While not mandated, the recommendations are meant to serve as guidelines for how providers worldwide identify and manage dysplasia in high-risk patients. The authors say that if followed, the recommendations should increase identification of pre-cancerous dysplastic areas and ideally decrease the number of patients who develop colorectal cancer or require removal of their colon.
The suggestions were developed by an international team of doctors, researchers, and other stakeholders who pooled their collective resources. Think of them as a "dream team" of gastroenterologists.
"The idea was to bring together people from around the world— experts in endoscopy, experts in inflammatory bowel disease, experts in the evaluation of evidence-based medicine, patient representatives, nurses, surgeons and more," says Dr. Kenneth McQuaid, chief of gastroenterology at the San Francisco VA Medical Center. "We wanted to bring them together to discuss the available evidence as well as the controversies and to look at where we could come to agreement on new recommendations so that physicians in the field could move forward with evidence-based guidelines."
In all, the panel performed 13 separate systematic reviews and reviewed hundreds of studies to come up with nine recommendations to identify how surveillance should be performed and, if discovered, how dysplasia should be managed.
For example, the authors recommended using high-definition systems over standard definition when performing colonoscopies, and chromoendoscopy over white light whenever possible. Chromoendoscopy involves applying special dyes that enhance contrast and allow physicians to better spot any abnormalities.
When it came to managing dysplasia, the authors recommended removing dysplastic lesions during colonoscopy whenever possible, and then continuing to monitor via endoscopy for other areas of dysplasia.
"Our goal of course is to try to save lives and to optimize quality of life. If we can identify these lesions early enough and remove them endoscopically, then we can improve quality of life for these patients dramatically," says McQuaid. "The need for surgical treatment with total colectomy [removal of the entire colon] hopefully will also decrease with incorporation of these recommendations in clinical practice."
The authors say there's also an economic benefit to the new guidelines. "There certainly is a cost-saving aspect to it. There are real costs involved in everything from biopsies to colectomies," says Dr. Loren Laine, a research health scientist at VA's Connecticut Healthcare System and a professor at the Yale School of Medicine.
But the real difference, say the authors, is that by following these guidelines, providers can discover and root out dysplasia before it turns to cancer. That kind of increased efficiency can lead to more, and potentially better options for patients facing a life-altering decision.
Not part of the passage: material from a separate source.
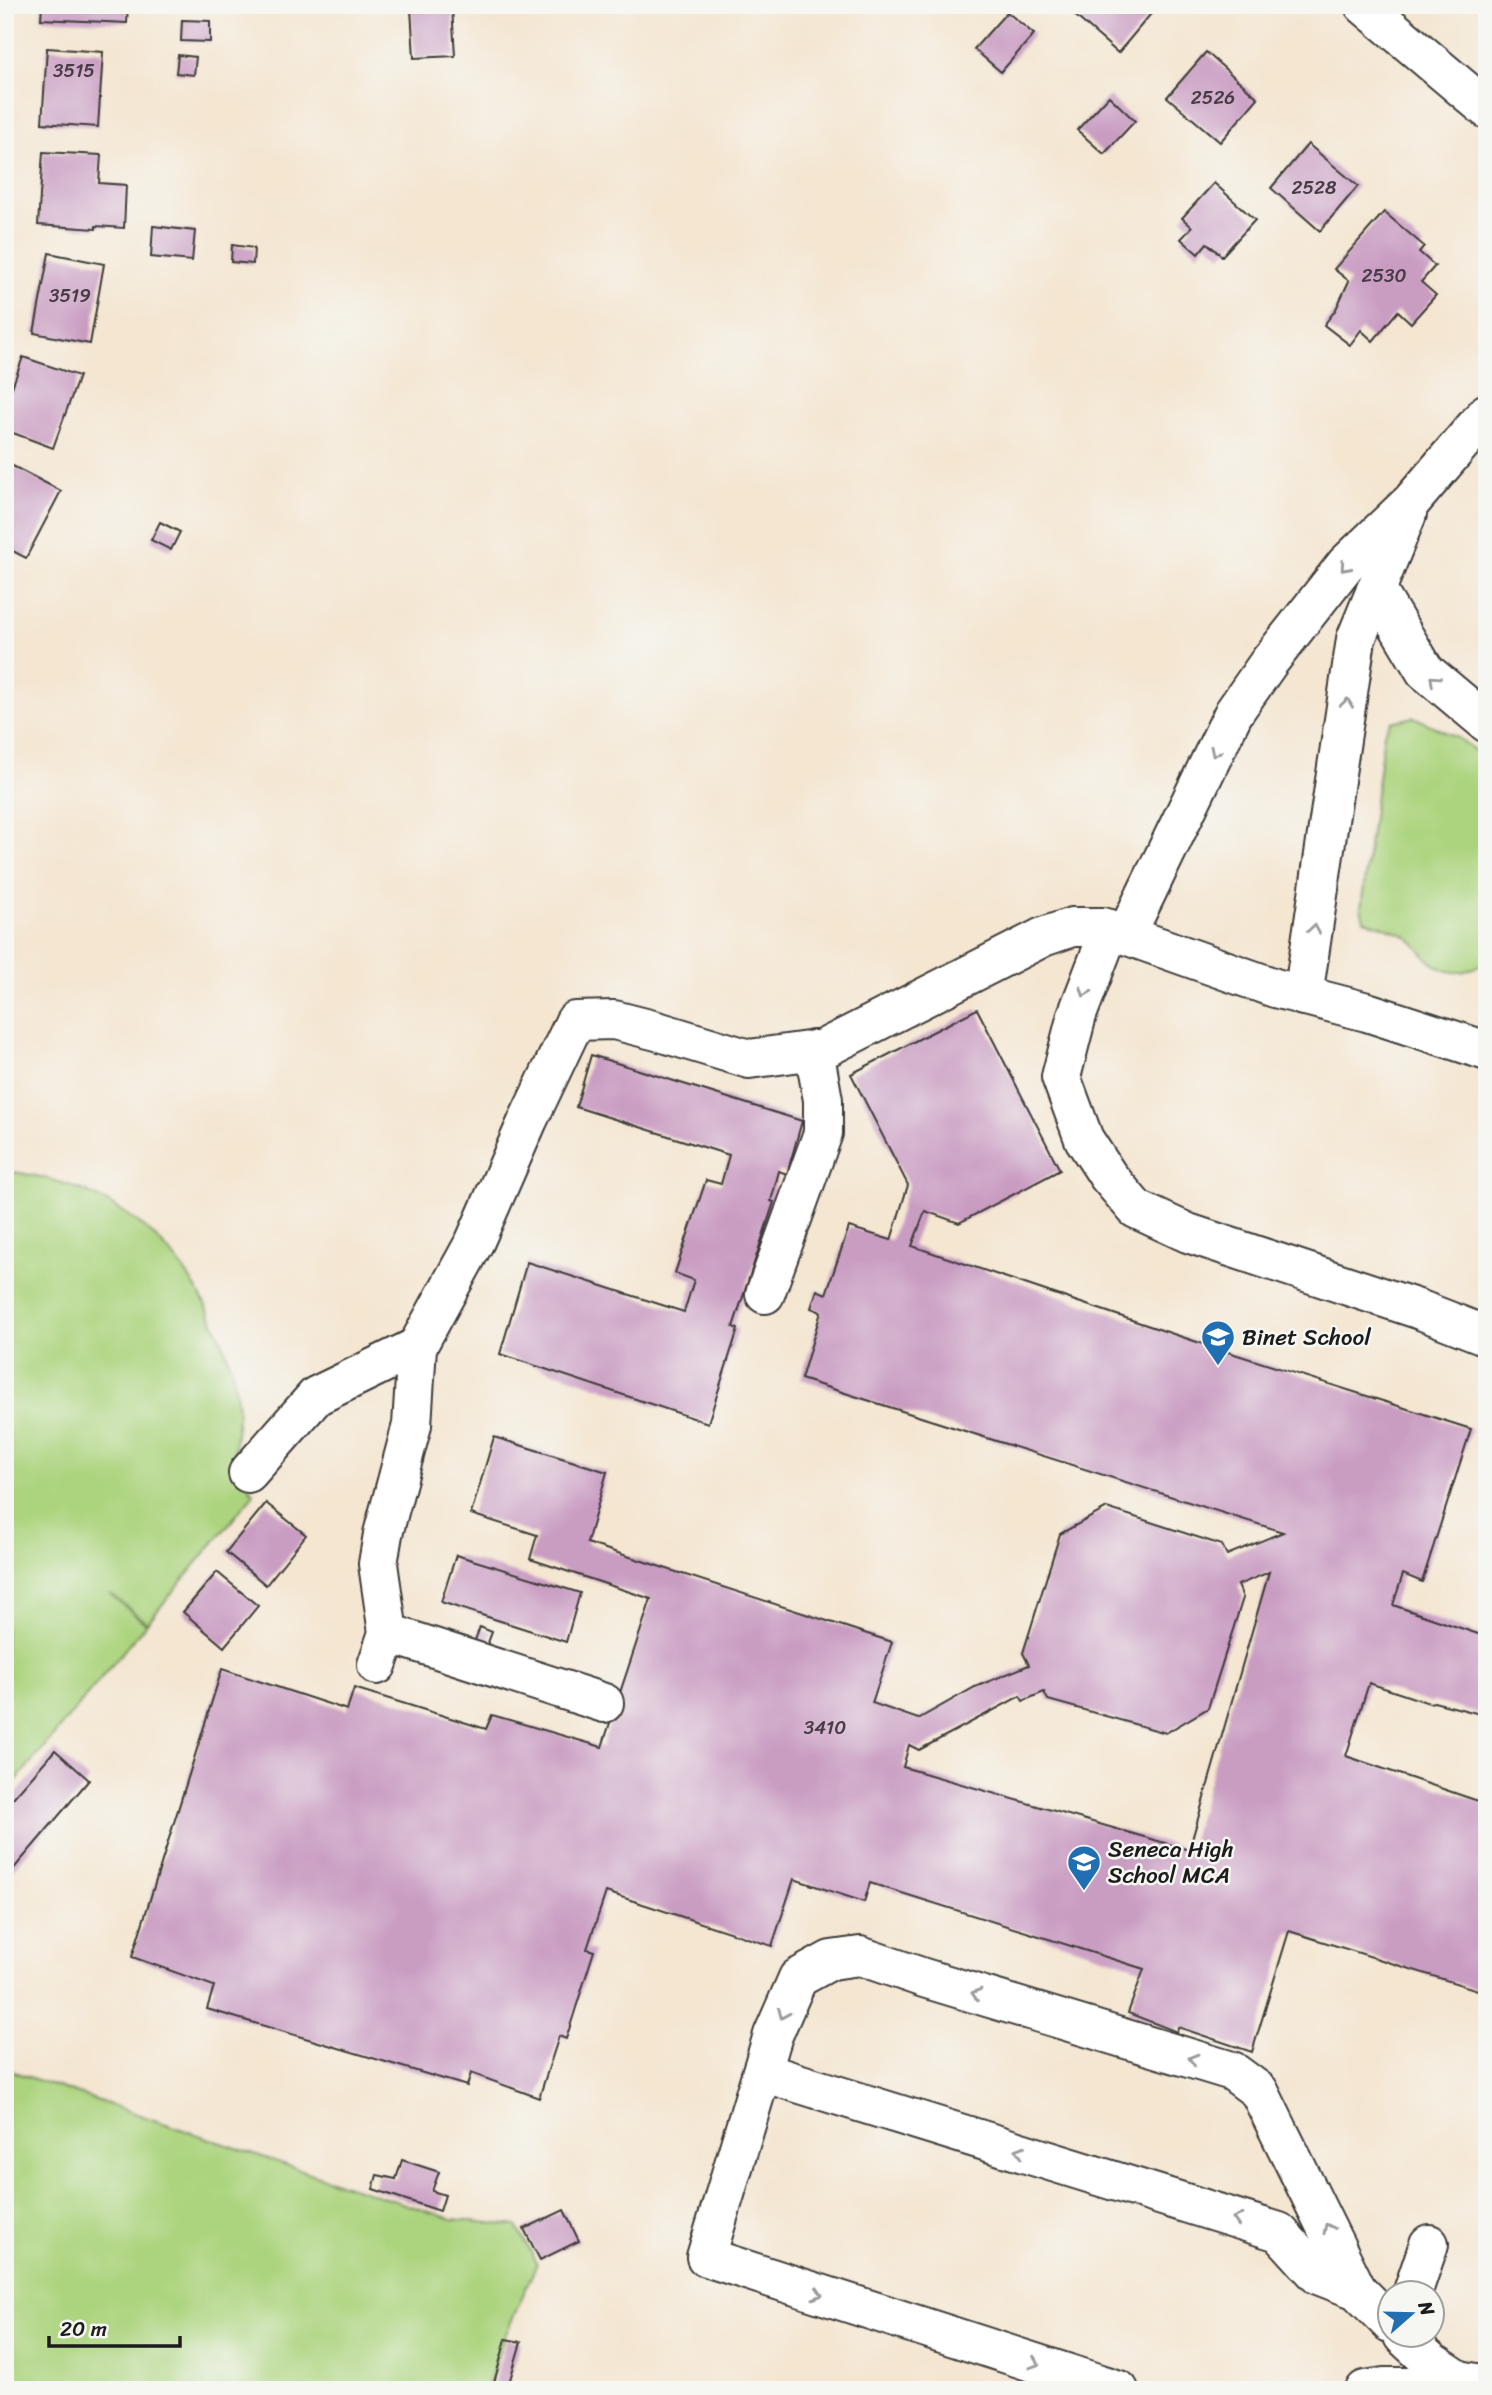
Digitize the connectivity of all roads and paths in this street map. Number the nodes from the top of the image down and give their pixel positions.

"Even when a patient is told they have dysplasia and that they have a 60 or 70 percent chance of developing cancer, on average they still won't opt for a colectomy, at least not right away," says Laine. "They want to avoid the procedure, and consideration of patient preferences has to be important in judgments and in decisions on patient care and management."
Though they say more research is needed and that endoscopists and providers probably need further training on chromo endoscopy and identification of subtle areas of dysplasia, the authors believe the new guidelines are an important step toward improving care and quality of life for those patients at risk of developing colorectal cancer.